Au-delà même des compositions, qui s’avèrent globalement plus prévisibles, on ne retrouve plus non plus cette production viscérale et croustillante qui faisait autrefois la force du groupe. Produit par le guitariste Yudai Miyamoto, l’album affiche un rendu extrêmement propre et contrôlé. Une qualité technique irréprochable, certes, mais qui atténue quelque peu la
Dimension organique et brutale qui caractérisait les précédentes réalisations du combo nippon. Là où les travaux passés pouvaient sembler bouillonnants et imprévisibles, cette septième esquisse apparaît finalement nettement moins aventureuse.

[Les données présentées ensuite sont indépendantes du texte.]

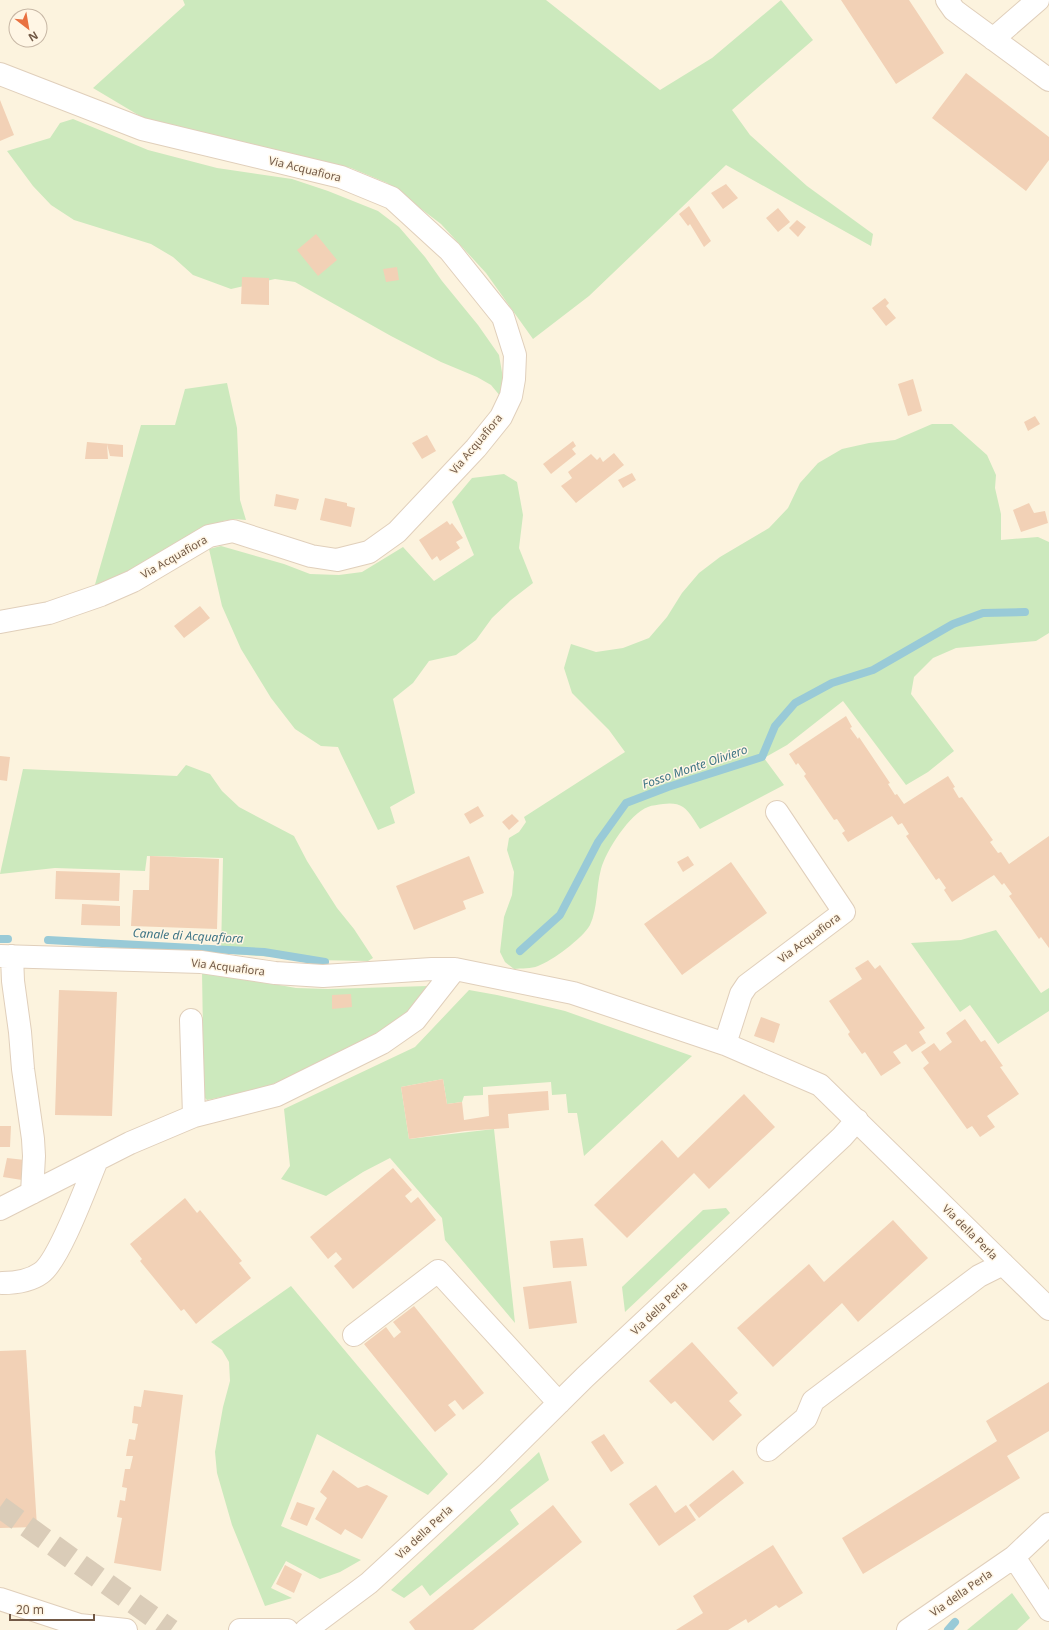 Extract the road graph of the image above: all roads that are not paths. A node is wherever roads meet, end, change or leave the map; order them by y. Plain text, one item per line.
1 (947, 0) edge
2 (1038, 0) edge
3 (993, 39) junction
4 (0, 74) edge
5 (1049, 80) edge
6 (0, 622) edge
7 (777, 812) dead end
8 (6, 956) edge
9 (455, 970) junction
10 (191, 1020) dead end
11 (726, 1044) junction
12 (194, 1116) junction
13 (857, 1120) junction
14 (98, 1160) junction
15 (32, 1193) junction
16 (0, 1209) edge
17 (1003, 1264) junction
18 (2, 1283) dead end
19 (1049, 1309) edge
20 (354, 1335) dead end
21 (559, 1403) junction
22 (768, 1450) dead end
23 (1049, 1524) edge
24 (1014, 1557) junction
25 (0, 1599) edge
26 (1049, 1610) edge
27 (126, 1630) edge
28 (240, 1630) edge
29 (287, 1630) edge
30 (306, 1630) edge
31 (908, 1630) edge

1 - 3 street
2 - 3 street
3 - 5 street
4 - 6 street, Via Acquafiora
7 - 11 street, Via Acquafiora
8 - 9 street, Via Acquafiora
8 - 15 street
9 - 11 street, Via Acquafiora
9 - 12 street
10 - 12 street
11 - 13 street, Via Acquafiora
12 - 14 street
13 - 17 street, Via della Perla
13 - 21 street, Via della Perla
14 - 15 street
14 - 18 street
15 - 16 street
17 - 19 street, Via della Perla
17 - 22 street, Via della Perla
20 - 21 street
21 - 30 street, Via della Perla
23 - 24 street, Via della Perla
24 - 26 street
24 - 31 street, Via della Perla
25 - 27 street
28 - 29 street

The Weight Of The Sound apparaît avant tout comme un projet de transition pour
Crystal Lake. Sans être foncièrement mauvais, ce septième effort peine toutefois à retrouver l’explosivité et l’inventivité qui avaient permis au groupe de s’illustrer comme l’une des figures majeures du metalcore mélodique moderne. L’arrivée de son nouveau vocaliste apporte une approche plus classique et directe, tandis que les compositions se montrent majoritairement plus directes et moins audacieuses que par le passé.
Quelques titres rappellent néanmoins ce dont le combo nippon est capable mais ces éclairs demeurent trop isolés pour véritablement porter l’ensemble. Il en résulte une galette techniquement irréprochable mais trop mesurée, qui manque cruellement de ces fulgurances et de cette folie créative qui faisaient autrefois toute la singularité du quintet. Un disque en demi-teinte qui restera dans l’ombre des œuvres majeures du groupe.